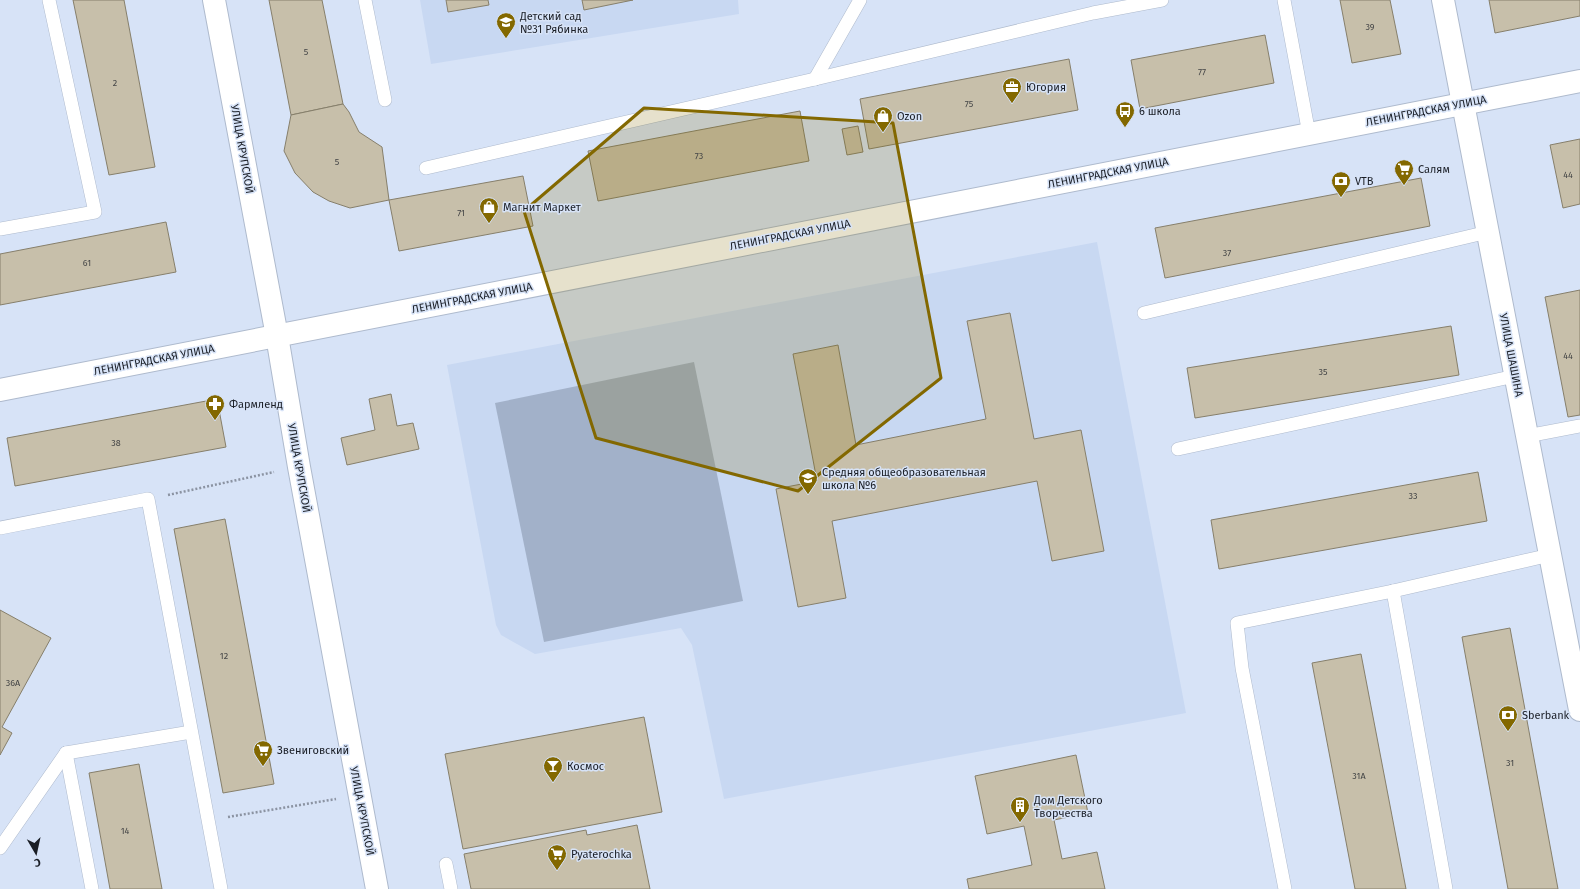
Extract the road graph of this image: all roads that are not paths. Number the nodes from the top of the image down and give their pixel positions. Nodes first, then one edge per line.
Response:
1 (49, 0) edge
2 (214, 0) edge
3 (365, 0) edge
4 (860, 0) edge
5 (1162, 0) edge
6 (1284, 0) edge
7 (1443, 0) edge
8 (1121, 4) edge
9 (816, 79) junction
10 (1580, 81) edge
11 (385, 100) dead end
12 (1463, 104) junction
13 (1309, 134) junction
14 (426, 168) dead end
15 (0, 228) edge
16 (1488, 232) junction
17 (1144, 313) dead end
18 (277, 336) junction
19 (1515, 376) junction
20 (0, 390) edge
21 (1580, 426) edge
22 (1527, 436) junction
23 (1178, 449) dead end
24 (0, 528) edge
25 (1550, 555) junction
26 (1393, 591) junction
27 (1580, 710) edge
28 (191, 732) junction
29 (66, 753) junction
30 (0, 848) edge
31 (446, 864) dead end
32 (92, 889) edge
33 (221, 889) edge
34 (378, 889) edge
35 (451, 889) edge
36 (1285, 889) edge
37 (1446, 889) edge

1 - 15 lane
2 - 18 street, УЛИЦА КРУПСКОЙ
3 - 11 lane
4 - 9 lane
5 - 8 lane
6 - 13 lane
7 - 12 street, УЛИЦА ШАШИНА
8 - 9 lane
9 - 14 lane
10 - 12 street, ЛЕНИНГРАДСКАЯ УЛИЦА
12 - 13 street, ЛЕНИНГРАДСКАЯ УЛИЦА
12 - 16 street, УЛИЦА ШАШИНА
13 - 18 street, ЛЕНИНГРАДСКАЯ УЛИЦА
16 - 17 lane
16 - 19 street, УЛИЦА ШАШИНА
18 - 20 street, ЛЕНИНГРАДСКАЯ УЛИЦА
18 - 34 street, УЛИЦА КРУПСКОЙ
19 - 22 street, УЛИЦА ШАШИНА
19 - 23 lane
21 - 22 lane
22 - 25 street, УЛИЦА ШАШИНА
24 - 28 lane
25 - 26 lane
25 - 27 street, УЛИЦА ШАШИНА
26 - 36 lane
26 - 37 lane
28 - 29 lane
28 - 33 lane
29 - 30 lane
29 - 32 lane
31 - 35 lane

---

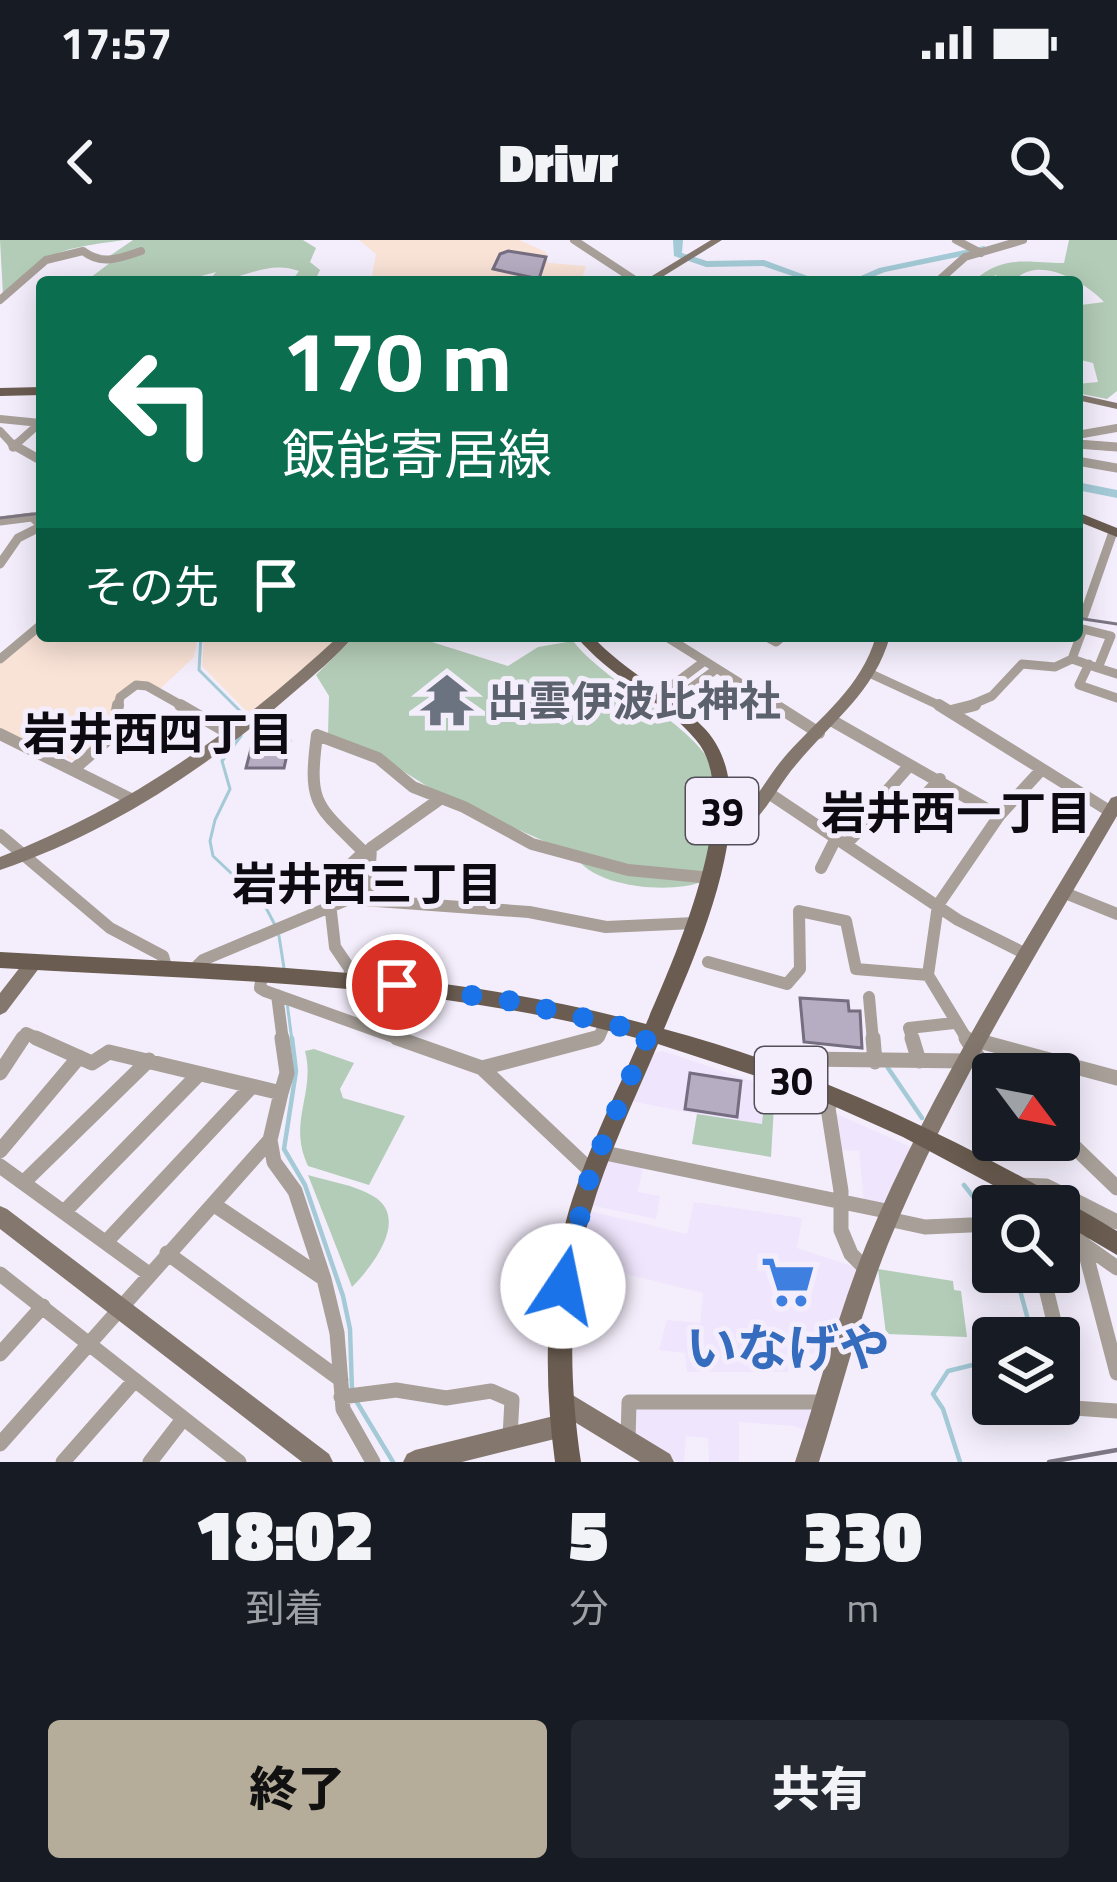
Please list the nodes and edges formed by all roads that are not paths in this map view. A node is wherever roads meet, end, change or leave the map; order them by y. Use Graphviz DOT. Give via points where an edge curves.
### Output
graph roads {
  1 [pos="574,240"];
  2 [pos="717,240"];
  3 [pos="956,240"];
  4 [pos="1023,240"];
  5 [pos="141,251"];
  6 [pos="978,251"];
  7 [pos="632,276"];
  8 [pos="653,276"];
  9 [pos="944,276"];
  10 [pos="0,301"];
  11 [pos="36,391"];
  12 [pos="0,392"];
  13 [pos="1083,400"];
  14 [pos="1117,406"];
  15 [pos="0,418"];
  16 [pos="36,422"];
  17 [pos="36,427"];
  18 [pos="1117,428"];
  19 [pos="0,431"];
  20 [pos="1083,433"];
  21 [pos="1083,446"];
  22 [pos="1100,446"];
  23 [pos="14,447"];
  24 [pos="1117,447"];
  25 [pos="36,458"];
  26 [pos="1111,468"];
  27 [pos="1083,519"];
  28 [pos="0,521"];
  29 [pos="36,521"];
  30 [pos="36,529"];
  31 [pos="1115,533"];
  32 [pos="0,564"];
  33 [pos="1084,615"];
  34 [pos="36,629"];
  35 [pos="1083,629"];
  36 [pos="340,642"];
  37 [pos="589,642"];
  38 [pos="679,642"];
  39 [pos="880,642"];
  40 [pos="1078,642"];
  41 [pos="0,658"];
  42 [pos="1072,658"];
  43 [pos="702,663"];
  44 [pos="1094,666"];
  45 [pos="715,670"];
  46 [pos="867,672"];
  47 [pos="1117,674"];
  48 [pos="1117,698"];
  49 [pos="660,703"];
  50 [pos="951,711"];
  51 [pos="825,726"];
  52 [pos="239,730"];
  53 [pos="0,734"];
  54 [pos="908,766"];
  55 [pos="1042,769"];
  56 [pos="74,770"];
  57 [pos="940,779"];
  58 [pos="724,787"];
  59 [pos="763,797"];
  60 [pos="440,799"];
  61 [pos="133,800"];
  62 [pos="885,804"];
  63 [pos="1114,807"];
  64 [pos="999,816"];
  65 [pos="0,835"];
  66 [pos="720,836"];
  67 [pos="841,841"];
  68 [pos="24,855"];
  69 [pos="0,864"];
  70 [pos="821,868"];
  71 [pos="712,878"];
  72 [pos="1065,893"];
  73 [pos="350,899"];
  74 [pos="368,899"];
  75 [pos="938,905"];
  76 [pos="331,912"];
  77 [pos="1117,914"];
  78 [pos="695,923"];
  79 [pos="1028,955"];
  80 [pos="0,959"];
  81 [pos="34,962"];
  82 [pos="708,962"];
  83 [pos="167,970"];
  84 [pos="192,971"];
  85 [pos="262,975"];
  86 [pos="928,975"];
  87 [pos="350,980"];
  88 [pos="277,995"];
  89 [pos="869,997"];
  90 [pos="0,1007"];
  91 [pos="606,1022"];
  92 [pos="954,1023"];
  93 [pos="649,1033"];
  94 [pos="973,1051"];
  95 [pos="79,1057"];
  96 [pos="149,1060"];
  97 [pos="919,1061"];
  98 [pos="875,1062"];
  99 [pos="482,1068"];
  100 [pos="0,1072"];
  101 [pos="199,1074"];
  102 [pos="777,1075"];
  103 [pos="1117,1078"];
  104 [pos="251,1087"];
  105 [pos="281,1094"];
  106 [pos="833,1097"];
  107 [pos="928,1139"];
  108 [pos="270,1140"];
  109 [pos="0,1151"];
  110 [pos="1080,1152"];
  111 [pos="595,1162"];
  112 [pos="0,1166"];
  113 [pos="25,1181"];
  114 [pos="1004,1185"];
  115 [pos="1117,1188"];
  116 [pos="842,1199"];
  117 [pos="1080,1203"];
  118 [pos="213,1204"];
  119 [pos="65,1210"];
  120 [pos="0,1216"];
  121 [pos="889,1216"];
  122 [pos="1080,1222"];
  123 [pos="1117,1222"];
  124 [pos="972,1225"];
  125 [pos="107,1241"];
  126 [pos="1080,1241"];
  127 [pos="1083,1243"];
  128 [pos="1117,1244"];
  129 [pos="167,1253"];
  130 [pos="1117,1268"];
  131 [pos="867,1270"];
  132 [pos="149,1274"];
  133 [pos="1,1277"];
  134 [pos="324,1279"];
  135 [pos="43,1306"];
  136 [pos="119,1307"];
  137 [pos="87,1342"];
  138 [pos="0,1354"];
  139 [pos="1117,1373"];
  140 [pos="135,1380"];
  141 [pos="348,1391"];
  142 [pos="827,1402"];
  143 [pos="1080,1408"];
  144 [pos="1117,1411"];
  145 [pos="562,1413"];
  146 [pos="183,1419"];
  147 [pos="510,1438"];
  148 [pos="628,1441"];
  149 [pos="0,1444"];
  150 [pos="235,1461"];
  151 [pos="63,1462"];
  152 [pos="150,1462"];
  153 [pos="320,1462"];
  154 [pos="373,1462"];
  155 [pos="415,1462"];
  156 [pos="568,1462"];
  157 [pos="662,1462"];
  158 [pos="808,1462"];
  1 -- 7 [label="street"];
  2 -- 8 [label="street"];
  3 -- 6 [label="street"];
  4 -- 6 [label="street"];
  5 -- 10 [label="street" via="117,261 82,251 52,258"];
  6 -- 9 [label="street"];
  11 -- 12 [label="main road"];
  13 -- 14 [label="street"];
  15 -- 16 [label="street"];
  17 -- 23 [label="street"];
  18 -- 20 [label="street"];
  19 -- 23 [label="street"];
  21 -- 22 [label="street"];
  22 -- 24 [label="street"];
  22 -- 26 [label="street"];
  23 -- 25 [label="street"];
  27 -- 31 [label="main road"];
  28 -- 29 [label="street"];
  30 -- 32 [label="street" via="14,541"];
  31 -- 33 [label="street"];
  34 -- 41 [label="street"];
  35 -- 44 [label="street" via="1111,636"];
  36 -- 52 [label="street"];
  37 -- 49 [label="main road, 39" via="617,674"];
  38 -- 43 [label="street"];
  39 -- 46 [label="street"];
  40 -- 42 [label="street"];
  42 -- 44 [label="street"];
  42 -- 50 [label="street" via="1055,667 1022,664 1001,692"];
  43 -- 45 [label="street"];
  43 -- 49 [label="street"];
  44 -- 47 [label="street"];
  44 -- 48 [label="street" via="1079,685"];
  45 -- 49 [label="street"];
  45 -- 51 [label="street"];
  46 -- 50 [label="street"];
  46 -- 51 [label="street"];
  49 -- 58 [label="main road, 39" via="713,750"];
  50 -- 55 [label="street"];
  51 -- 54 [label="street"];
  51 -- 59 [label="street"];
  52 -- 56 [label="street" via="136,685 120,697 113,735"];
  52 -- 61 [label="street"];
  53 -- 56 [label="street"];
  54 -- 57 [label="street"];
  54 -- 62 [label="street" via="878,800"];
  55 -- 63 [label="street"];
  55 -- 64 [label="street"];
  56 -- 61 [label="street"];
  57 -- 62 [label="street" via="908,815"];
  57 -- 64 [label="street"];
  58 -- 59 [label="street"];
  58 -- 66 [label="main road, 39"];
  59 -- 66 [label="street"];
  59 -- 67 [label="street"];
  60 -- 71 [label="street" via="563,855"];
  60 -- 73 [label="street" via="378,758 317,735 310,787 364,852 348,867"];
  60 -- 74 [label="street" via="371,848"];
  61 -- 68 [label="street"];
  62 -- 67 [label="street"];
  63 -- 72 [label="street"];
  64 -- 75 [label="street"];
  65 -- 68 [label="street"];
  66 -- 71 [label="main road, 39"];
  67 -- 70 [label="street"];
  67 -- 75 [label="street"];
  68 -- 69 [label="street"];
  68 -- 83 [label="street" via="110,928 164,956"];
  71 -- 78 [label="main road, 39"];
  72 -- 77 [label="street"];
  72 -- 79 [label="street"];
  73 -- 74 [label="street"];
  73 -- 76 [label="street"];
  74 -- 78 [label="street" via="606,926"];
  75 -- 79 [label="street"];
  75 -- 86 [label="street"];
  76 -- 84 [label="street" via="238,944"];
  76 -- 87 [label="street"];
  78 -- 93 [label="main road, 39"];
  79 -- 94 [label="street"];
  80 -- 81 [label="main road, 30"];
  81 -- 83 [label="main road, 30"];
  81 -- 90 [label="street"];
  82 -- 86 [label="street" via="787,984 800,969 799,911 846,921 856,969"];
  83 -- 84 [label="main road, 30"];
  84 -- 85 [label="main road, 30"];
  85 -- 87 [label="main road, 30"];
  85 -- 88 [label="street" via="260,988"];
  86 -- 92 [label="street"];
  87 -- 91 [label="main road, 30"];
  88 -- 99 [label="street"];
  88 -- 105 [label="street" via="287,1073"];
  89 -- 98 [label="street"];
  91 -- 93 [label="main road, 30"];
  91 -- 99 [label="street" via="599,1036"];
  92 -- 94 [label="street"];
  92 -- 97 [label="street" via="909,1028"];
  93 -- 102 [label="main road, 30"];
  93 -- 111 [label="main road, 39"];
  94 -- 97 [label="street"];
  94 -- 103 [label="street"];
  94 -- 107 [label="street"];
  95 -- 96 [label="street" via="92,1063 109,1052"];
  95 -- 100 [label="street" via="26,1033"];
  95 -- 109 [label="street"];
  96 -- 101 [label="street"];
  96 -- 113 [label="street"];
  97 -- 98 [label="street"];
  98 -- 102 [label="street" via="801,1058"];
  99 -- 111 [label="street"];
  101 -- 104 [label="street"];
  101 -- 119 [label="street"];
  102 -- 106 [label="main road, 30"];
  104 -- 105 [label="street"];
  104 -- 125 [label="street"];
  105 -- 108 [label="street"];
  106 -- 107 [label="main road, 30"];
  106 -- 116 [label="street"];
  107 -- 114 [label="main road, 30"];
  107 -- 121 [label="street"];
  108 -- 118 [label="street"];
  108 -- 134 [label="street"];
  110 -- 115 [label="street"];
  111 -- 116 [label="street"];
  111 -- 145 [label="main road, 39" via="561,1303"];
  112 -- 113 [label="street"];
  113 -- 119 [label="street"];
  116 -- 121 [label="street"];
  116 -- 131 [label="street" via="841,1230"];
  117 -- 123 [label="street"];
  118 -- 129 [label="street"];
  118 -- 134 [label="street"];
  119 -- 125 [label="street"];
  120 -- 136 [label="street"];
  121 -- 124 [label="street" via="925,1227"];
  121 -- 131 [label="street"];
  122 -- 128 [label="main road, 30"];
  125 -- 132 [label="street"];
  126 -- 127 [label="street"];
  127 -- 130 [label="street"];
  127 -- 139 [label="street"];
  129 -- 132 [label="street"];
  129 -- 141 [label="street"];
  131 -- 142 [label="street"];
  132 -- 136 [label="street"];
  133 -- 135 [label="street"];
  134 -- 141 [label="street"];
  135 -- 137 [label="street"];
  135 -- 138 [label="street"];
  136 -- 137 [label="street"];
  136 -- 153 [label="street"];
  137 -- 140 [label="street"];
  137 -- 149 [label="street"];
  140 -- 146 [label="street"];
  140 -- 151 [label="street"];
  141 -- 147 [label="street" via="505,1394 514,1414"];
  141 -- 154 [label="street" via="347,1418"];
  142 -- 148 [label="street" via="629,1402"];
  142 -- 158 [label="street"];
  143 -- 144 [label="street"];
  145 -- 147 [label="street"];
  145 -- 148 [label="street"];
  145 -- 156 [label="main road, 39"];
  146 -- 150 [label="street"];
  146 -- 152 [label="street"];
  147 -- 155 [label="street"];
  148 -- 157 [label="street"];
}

** WORK TASK **
Note every line of the entries in which "dead" appears, and copy it down.

** WRITTEN RESPONSE **
11 (385, 100) dead end
14 (426, 168) dead end
17 (1144, 313) dead end
23 (1178, 449) dead end
31 (446, 864) dead end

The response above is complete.